What needs to be done ::
Where the records below have a line with "Avenue", that line is to be copied.

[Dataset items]

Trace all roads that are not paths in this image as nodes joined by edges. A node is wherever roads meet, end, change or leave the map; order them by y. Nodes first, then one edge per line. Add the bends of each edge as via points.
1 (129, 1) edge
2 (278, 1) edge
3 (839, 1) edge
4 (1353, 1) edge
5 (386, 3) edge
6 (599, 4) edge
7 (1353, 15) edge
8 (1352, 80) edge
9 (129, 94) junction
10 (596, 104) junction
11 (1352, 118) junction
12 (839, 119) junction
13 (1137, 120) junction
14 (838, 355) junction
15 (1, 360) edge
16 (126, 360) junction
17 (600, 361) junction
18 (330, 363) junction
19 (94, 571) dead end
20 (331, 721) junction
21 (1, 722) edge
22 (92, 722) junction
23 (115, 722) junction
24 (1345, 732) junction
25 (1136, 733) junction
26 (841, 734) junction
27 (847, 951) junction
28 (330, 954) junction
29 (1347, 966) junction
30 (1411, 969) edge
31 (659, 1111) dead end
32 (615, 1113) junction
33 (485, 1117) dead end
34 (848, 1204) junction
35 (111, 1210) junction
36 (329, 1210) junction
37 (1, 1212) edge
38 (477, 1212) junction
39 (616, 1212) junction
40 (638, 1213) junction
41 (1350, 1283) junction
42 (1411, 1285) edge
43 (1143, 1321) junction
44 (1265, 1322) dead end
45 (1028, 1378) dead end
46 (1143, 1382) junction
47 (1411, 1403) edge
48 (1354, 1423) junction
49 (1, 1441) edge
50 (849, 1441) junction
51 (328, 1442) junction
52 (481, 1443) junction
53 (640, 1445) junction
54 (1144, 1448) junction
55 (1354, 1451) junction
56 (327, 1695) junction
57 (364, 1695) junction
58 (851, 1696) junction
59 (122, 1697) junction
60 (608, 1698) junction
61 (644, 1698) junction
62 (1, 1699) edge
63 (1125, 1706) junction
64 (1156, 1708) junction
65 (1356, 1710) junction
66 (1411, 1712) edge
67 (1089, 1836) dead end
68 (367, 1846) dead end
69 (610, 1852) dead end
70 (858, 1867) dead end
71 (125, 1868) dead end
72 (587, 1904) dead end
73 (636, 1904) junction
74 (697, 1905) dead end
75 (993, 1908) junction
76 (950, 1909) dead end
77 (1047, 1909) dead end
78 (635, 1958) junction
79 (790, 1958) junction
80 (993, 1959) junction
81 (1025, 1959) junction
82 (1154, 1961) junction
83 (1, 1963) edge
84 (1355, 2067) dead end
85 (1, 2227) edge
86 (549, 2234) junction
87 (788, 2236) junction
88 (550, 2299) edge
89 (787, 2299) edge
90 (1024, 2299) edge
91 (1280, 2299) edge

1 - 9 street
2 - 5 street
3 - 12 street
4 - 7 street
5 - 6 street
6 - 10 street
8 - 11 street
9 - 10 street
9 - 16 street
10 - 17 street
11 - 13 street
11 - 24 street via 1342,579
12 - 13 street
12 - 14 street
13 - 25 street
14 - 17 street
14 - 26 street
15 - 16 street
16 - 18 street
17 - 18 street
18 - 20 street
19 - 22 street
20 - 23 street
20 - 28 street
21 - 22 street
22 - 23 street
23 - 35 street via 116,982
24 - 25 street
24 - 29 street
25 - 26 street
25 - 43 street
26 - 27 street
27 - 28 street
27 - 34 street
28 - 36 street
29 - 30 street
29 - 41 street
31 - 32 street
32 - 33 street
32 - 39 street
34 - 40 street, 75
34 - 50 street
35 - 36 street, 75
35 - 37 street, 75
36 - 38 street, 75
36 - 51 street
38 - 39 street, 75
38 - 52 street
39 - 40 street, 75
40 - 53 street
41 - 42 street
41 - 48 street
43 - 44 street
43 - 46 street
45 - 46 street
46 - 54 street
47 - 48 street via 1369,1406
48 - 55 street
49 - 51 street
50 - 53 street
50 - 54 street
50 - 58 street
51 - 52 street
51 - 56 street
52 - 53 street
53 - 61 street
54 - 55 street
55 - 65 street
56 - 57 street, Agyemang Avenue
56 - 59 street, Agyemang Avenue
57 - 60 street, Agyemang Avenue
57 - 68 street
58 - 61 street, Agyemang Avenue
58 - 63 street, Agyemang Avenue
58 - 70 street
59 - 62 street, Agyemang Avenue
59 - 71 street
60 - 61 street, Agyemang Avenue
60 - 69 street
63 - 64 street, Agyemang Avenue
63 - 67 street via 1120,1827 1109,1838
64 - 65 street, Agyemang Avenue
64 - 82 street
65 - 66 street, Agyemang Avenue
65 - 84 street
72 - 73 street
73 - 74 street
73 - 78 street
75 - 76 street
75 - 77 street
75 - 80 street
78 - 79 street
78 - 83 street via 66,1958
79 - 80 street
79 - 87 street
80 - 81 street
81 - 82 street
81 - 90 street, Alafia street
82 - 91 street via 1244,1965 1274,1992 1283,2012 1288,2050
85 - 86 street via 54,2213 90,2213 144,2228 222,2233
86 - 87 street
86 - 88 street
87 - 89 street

Written solution ::
56 - 57 street, Agyemang Avenue
56 - 59 street, Agyemang Avenue
57 - 60 street, Agyemang Avenue
58 - 61 street, Agyemang Avenue
58 - 63 street, Agyemang Avenue
59 - 62 street, Agyemang Avenue
60 - 61 street, Agyemang Avenue
63 - 64 street, Agyemang Avenue
64 - 65 street, Agyemang Avenue
65 - 66 street, Agyemang Avenue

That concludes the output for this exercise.